* [Exercise prompt]: When you have gone through the entries below, state how many lines include the word "улица" and write nothing else.

[Collected data]
========================================================================

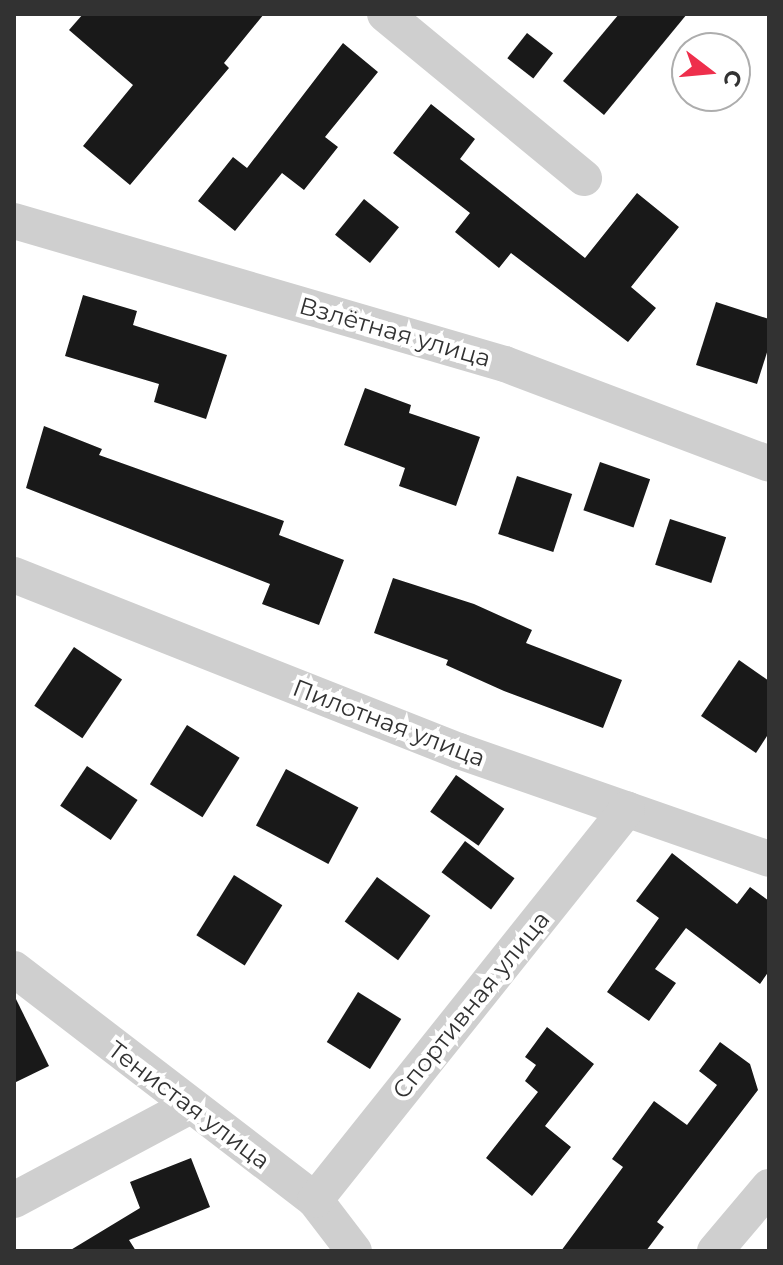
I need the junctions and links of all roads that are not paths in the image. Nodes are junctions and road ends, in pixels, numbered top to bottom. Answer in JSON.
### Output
{"nodes":[{"id":1,"x":385,"y":14,"type":"edge"},
{"id":2,"x":584,"y":178,"type":"dead end"},
{"id":3,"x":14,"y":221,"type":"edge"},
{"id":4,"x":769,"y":464,"type":"edge"},
{"id":5,"x":14,"y":575,"type":"edge"},
{"id":6,"x":627,"y":809,"type":"junction"},
{"id":7,"x":769,"y":859,"type":"edge"},
{"id":8,"x":14,"y":969,"type":"edge"},
{"id":9,"x":190,"y":1106,"type":"junction"},
{"id":10,"x":769,"y":1187,"type":"edge"},
{"id":11,"x":14,"y":1200,"type":"edge"},
{"id":12,"x":315,"y":1200,"type":"junction"},
{"id":13,"x":354,"y":1251,"type":"edge"},
{"id":14,"x":715,"y":1251,"type":"edge"}],
"edges":[{"from":1,"to":2,"type":"street"},
{"from":3,"to":4,"type":"street","name":"Взлётная улица"},
{"from":5,"to":6,"type":"street","name":"Пилотная улица"},
{"from":6,"to":7,"type":"street","name":"Пилотная улица"},
{"from":6,"to":12,"type":"street","name":"Спортивная улица"},
{"from":8,"to":9,"type":"street","name":"Тенистая улица"},
{"from":9,"to":11,"type":"street"},
{"from":9,"to":12,"type":"street","name":"Тенистая улица"},
{"from":10,"to":14,"type":"street"},
{"from":12,"to":13,"type":"street","name":"Тенистая улица"}]}
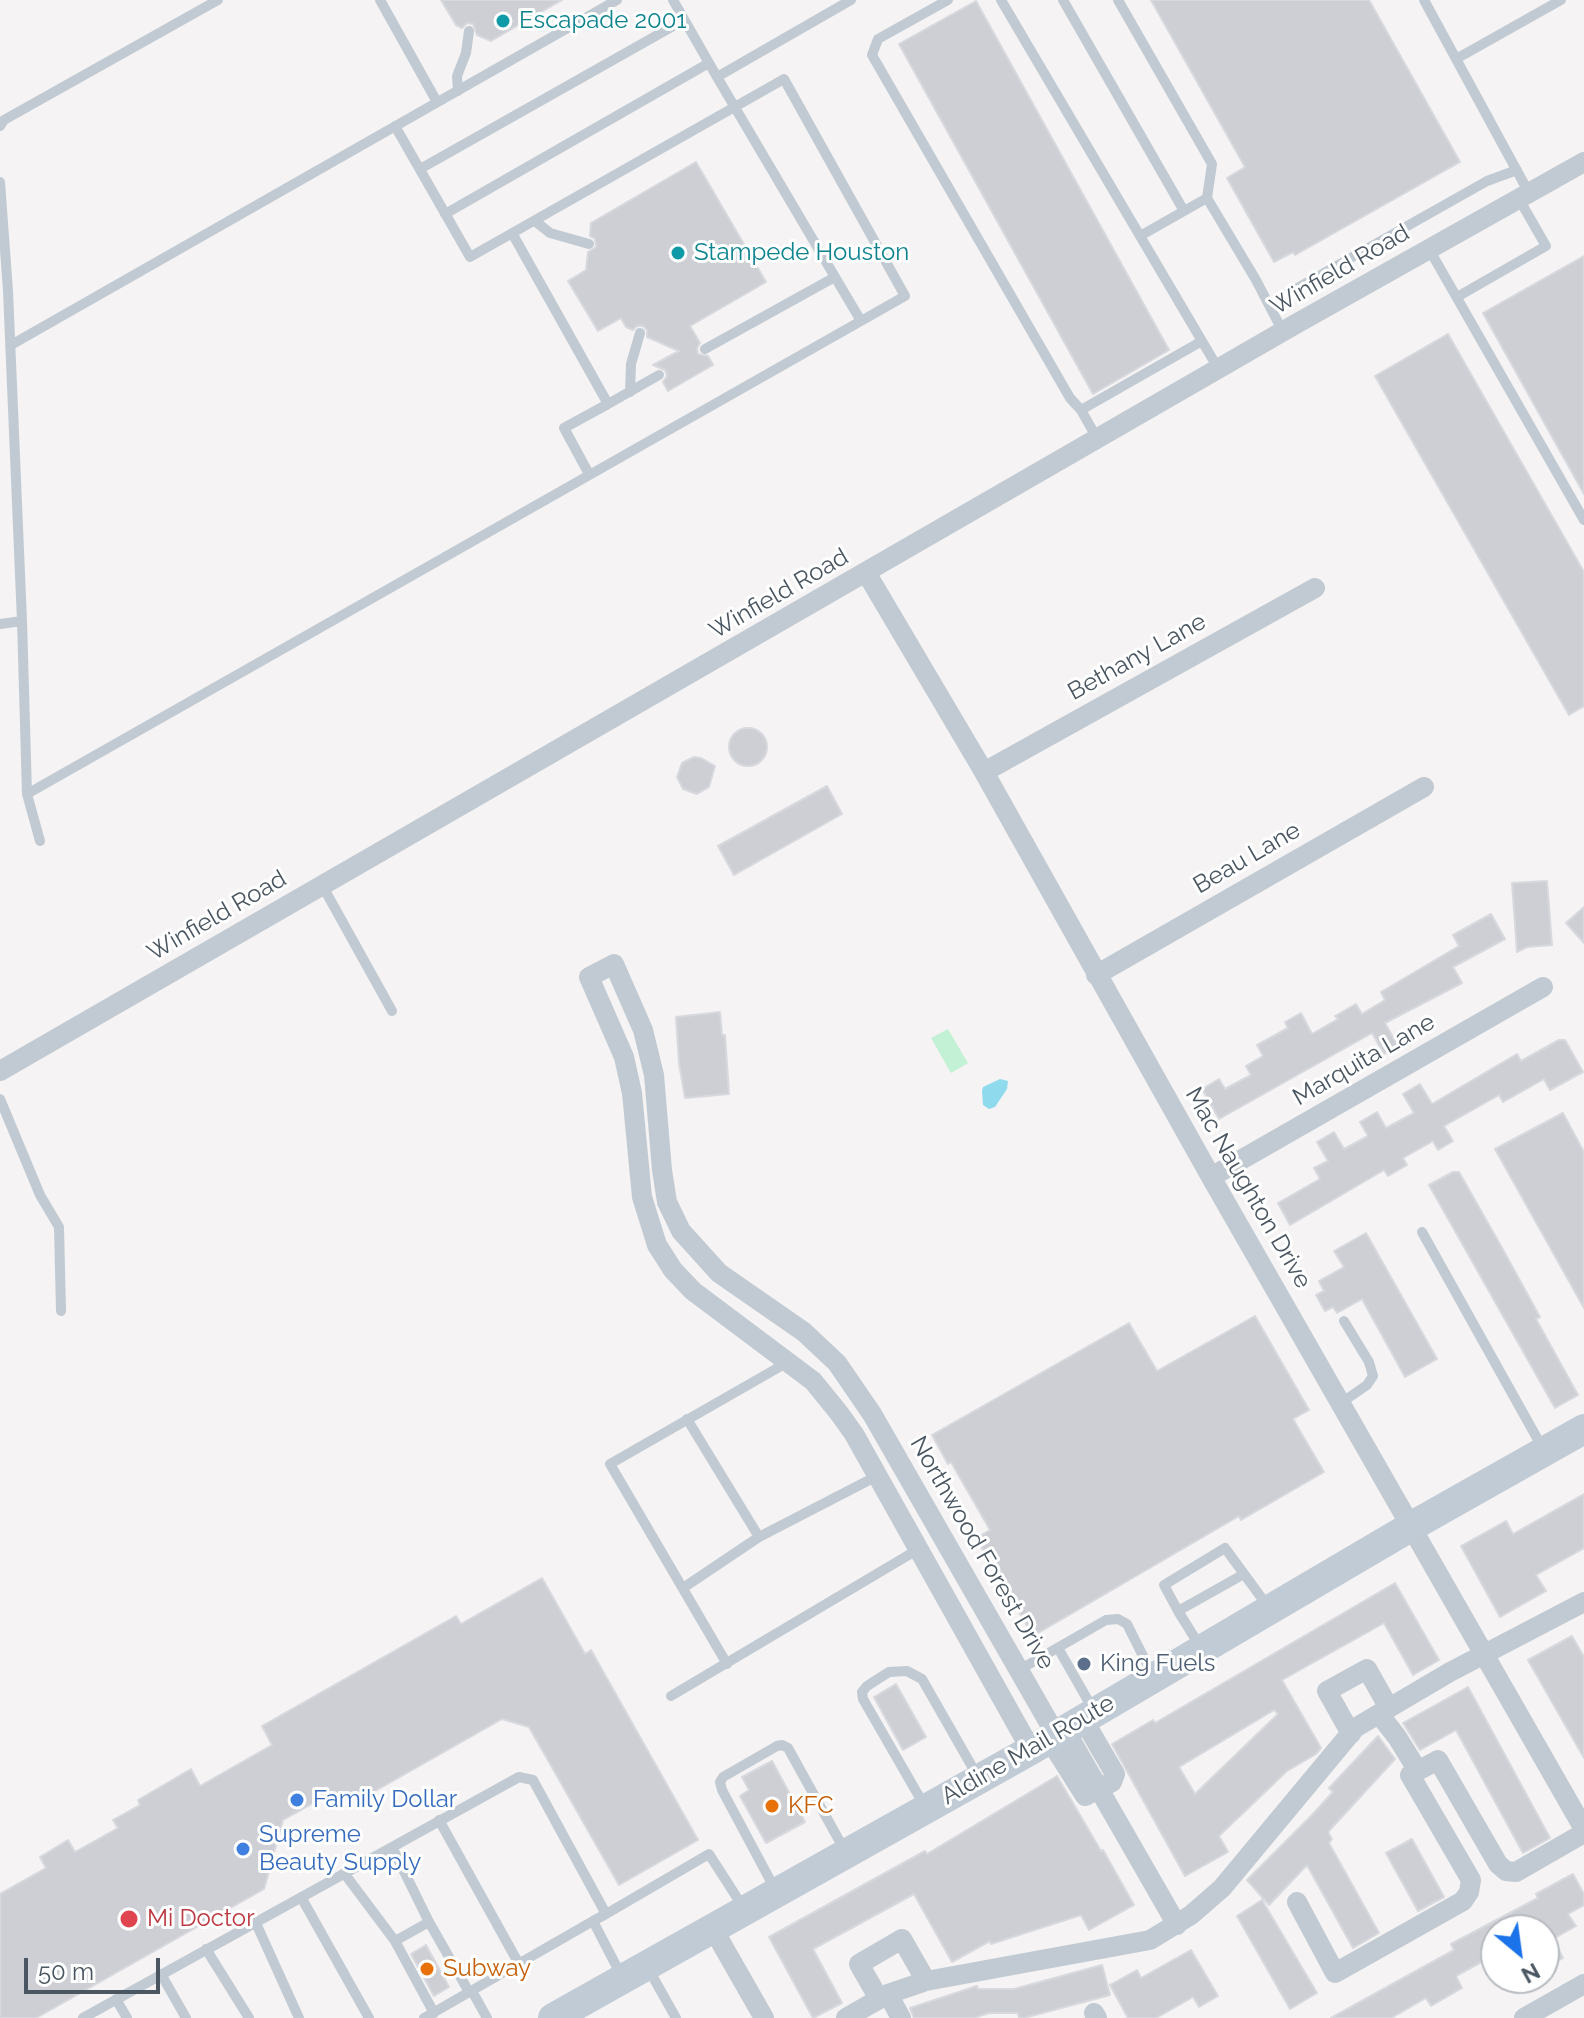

========================================================================

* [Solution to this problem]: 7